Getting older brings the possibility of more health care expenses.
If you’re wondering how to pay for the care you need — or may need in the future — here are six payment options to know about:
Private pay, also called self pay, means you use your own resources and finances to pay for the care you receive.
Any services, housing or care you choose can be paid for by private pay.
Talk to your financial adviser, attorney or social worker to see if this is the best option for you.
Private health insurance
A private health insurance policy typically covers preventive care and deductibles toward things like prescriptions, specialized doctor visits and elective procedures.
Contact your health insurance provider to clarify what your policy covers.
Long-term care insurance
Long-term care insurance policies are specifically for helping you pay for services that you’ll need over a long period of time.
Unlike Medicare or private insurance policies, long-term care insurance policies may cover things like assisted living, nursing home and home care services.

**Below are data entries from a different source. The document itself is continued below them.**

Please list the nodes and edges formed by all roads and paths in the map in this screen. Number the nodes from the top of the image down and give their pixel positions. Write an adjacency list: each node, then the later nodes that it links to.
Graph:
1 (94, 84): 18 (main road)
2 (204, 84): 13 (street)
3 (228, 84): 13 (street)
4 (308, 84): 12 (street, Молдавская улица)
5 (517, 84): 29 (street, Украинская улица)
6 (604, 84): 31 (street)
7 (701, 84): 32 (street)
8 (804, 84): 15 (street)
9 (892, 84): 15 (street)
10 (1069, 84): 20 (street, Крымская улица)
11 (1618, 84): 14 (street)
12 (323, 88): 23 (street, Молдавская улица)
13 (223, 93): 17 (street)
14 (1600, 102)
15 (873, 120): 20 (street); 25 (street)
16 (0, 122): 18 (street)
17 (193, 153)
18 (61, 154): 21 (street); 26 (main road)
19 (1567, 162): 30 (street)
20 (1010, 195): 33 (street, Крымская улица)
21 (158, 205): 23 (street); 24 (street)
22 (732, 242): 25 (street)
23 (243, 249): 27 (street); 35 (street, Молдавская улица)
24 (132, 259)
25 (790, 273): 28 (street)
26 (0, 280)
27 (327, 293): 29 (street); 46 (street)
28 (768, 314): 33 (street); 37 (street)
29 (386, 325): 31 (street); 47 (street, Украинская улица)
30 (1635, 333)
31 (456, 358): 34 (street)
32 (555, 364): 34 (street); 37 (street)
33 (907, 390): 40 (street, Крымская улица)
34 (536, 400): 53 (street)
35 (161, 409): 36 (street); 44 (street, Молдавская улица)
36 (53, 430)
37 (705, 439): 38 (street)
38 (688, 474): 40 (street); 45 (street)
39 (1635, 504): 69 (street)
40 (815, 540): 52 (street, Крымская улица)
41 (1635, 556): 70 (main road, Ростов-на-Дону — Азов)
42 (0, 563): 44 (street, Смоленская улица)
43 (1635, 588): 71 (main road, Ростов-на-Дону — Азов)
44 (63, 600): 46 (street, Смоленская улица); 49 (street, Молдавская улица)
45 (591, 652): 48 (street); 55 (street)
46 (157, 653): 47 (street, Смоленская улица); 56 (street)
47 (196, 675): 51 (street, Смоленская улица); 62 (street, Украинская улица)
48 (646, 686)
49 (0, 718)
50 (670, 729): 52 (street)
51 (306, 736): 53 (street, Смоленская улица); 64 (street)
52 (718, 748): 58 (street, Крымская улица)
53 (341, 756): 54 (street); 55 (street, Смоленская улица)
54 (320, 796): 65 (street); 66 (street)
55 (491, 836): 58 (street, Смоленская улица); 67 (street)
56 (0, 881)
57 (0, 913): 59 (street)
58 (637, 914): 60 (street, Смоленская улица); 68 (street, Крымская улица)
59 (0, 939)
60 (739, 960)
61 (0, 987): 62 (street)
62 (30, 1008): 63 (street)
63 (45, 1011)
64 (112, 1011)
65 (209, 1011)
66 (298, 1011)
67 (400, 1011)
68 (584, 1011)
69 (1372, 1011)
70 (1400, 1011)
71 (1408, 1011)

Local organizations may be able to help you find resources and assistance with the care you need.
Many seniors are enrolled in Medicare, the federal government’s health insurance program.
The basic coverage — Medicare Part A and Medicare Part B — can help you pay for hospital stays, doctor visits and care and equipment that are medically necessary.
While Medicare policies may help pay for short-term care you need to recover, Medicare does not cover long-term nursing home stays, assisted living services or in-home personal care and help with daily activities (also called custodial care).
Medicaid is a federal- and state-funded program that helps people with very limited income and resources pay for health and medical expenses.
Coverage and eligibility for Medicaid varies from state to state.
Most Medicaid programs will help you pay for doctor visits, health equipment, prescriptions, lab and x-ray services, and inpatient and outpatient services from a hospital or care center.
Unlike Medicare, Medicaid may also cover long-term care services like nursing home stays, assisted living services and in-home personal care if you qualify for your state’s Medicaid program.
Veterans Affairs benefits
If you’re a veteran who served active military duty, you may be eligible to receive healthcare benefits from the U.S. Department of Veterans Affairs.
Your eligibility and coverage may vary, but VA benefits typically cover preventive care, inpatient care, specialty care and emergency care.